- _Exercise objective_: Where does the word "Pino" appear in the entries below? Copy each line that holds it.

- _Data extracted from a collection_:
Start of Block

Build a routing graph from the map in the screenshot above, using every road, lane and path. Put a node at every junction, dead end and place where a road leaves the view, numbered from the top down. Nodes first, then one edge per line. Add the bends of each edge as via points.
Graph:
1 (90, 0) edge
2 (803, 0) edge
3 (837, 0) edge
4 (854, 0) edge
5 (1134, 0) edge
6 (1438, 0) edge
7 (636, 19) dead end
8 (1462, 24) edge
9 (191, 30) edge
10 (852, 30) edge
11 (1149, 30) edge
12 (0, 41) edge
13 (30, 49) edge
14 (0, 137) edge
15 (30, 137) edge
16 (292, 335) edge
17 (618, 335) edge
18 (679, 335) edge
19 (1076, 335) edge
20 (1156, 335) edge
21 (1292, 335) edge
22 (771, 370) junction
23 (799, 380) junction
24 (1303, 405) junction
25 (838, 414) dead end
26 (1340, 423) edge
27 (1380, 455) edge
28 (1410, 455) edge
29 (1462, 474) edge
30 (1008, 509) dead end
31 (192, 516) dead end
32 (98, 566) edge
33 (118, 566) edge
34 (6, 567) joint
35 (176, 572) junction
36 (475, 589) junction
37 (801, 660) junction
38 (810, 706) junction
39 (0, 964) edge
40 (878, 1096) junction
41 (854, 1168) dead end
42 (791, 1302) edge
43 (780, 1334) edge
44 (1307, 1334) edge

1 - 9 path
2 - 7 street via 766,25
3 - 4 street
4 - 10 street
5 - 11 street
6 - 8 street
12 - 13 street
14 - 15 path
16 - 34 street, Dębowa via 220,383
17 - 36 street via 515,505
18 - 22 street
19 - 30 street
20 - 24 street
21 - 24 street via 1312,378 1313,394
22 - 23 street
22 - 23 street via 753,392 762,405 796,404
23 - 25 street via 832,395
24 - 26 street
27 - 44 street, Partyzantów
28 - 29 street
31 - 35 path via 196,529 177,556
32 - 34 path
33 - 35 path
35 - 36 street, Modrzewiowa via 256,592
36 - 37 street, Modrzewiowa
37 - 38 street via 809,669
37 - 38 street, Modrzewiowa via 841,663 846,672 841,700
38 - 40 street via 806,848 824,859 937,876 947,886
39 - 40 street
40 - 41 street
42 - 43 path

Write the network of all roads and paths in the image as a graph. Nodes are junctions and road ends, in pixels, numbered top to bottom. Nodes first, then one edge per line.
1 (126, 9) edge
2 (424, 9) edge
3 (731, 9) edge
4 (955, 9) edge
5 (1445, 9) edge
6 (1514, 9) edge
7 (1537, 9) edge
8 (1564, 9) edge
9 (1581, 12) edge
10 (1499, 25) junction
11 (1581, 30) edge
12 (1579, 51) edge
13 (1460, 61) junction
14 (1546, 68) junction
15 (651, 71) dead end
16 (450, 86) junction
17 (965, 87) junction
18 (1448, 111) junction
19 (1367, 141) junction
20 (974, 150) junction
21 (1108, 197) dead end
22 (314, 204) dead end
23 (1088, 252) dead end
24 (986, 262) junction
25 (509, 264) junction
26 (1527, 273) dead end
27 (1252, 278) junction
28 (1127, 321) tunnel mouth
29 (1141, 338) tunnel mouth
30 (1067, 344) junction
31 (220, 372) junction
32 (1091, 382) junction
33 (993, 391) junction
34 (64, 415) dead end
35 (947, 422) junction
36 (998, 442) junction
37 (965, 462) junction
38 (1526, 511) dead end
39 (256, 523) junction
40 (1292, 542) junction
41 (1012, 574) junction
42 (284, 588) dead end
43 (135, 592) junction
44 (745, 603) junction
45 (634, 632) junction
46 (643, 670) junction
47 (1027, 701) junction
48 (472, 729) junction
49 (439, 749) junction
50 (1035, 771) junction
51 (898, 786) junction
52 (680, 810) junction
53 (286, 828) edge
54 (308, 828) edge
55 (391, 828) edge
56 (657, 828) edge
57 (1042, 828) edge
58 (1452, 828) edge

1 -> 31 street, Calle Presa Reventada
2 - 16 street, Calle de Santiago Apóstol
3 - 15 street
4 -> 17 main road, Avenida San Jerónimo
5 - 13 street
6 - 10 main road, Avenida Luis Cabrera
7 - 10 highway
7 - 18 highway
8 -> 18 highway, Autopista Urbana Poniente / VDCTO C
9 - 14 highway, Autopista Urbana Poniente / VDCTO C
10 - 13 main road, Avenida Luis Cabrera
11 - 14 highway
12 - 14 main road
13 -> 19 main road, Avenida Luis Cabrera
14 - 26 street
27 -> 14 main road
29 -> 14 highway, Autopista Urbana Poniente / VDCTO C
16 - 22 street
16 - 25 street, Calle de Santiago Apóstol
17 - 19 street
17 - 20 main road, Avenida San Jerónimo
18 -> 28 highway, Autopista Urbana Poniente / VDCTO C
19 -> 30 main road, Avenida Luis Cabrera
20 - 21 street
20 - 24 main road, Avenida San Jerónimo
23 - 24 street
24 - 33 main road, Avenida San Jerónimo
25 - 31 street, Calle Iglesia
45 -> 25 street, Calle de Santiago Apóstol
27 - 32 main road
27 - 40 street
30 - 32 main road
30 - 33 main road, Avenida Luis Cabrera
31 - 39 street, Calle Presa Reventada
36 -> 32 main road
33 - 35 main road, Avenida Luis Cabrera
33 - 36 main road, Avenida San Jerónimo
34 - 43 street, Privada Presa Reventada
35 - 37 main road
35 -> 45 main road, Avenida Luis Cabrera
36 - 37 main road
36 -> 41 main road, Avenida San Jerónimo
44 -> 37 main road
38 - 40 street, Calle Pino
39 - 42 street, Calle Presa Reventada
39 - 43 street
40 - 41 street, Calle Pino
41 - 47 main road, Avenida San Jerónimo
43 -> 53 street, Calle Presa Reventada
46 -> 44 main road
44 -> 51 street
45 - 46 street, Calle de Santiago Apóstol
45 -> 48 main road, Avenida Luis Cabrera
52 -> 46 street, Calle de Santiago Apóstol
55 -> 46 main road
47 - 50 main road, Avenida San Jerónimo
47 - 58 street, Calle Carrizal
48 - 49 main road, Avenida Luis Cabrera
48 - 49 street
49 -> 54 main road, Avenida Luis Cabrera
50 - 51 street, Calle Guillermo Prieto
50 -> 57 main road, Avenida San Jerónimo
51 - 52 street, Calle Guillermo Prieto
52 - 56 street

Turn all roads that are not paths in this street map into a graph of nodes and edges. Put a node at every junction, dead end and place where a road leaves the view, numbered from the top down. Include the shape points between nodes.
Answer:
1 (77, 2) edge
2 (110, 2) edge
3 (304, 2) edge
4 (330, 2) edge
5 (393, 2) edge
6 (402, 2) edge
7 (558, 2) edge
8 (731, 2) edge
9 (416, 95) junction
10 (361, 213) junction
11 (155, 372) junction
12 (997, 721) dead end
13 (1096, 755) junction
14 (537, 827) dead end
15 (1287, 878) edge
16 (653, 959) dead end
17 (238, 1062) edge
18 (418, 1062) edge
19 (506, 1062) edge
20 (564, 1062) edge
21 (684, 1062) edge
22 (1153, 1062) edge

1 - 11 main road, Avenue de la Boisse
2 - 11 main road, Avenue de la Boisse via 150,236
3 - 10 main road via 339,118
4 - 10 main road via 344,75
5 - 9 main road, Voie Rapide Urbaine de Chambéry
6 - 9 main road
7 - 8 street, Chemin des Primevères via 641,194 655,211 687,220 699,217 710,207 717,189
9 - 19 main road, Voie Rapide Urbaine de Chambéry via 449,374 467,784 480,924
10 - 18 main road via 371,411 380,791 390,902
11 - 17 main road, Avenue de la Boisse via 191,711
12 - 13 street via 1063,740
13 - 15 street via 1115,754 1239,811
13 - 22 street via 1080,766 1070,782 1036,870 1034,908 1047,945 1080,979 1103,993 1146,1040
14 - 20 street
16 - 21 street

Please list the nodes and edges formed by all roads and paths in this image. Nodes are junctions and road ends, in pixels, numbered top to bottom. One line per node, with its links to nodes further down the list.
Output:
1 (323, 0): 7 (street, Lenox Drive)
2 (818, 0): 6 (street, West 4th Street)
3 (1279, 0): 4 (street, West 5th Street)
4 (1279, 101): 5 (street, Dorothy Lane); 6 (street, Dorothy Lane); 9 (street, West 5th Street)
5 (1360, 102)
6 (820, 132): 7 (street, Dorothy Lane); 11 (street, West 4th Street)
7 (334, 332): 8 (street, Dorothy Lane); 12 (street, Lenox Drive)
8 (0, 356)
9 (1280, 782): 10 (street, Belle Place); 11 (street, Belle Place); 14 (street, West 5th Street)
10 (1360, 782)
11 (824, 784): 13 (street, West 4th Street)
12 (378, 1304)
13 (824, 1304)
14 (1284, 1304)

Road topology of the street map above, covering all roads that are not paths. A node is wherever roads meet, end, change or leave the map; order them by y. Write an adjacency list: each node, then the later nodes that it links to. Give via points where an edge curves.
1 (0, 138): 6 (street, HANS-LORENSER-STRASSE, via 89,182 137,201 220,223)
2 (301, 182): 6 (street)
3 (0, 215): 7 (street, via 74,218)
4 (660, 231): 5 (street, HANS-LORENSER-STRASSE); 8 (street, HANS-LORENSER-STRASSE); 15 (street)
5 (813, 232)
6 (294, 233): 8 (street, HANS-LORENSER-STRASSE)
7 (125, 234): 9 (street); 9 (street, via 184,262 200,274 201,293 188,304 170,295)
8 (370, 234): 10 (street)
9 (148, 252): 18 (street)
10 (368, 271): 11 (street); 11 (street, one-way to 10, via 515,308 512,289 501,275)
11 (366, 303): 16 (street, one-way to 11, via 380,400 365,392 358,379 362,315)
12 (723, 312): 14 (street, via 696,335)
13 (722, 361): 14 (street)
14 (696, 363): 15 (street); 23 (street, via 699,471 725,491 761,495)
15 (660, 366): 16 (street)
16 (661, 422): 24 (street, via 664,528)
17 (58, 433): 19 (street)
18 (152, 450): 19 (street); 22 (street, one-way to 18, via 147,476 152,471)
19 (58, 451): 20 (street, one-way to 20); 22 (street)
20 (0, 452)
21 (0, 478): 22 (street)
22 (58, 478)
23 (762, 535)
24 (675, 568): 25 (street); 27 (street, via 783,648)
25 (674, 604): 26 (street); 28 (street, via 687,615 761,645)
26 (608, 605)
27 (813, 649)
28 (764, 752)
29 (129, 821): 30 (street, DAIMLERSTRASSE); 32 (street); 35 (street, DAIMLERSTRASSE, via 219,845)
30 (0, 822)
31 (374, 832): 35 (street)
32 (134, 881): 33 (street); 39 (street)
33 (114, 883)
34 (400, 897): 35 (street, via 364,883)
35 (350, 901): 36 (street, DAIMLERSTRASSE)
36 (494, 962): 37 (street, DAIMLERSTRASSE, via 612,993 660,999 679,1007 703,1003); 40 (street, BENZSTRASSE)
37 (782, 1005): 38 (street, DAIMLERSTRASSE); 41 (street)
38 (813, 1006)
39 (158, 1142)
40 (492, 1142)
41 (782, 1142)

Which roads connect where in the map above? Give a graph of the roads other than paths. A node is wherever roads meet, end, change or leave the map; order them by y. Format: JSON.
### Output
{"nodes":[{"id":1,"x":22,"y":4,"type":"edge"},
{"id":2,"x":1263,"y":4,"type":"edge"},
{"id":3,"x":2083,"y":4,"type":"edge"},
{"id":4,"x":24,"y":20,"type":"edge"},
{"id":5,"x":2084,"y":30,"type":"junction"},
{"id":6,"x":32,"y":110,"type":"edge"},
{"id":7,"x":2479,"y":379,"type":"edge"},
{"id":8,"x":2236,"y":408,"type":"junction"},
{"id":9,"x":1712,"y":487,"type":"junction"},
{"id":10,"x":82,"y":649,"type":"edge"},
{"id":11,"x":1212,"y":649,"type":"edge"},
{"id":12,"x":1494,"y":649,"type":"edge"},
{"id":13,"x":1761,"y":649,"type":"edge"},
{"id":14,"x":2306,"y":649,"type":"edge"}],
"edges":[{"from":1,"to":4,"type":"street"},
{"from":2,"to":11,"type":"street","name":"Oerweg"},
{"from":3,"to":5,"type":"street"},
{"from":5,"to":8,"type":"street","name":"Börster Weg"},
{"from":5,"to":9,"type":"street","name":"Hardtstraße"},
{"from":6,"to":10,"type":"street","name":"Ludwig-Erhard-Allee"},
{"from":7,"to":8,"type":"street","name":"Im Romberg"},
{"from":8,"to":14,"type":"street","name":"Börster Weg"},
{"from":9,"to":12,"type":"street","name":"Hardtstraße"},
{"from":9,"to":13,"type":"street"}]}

End of Block

- _Solution to this exercise_:
38 - 40 street, Calle Pino
40 - 41 street, Calle Pino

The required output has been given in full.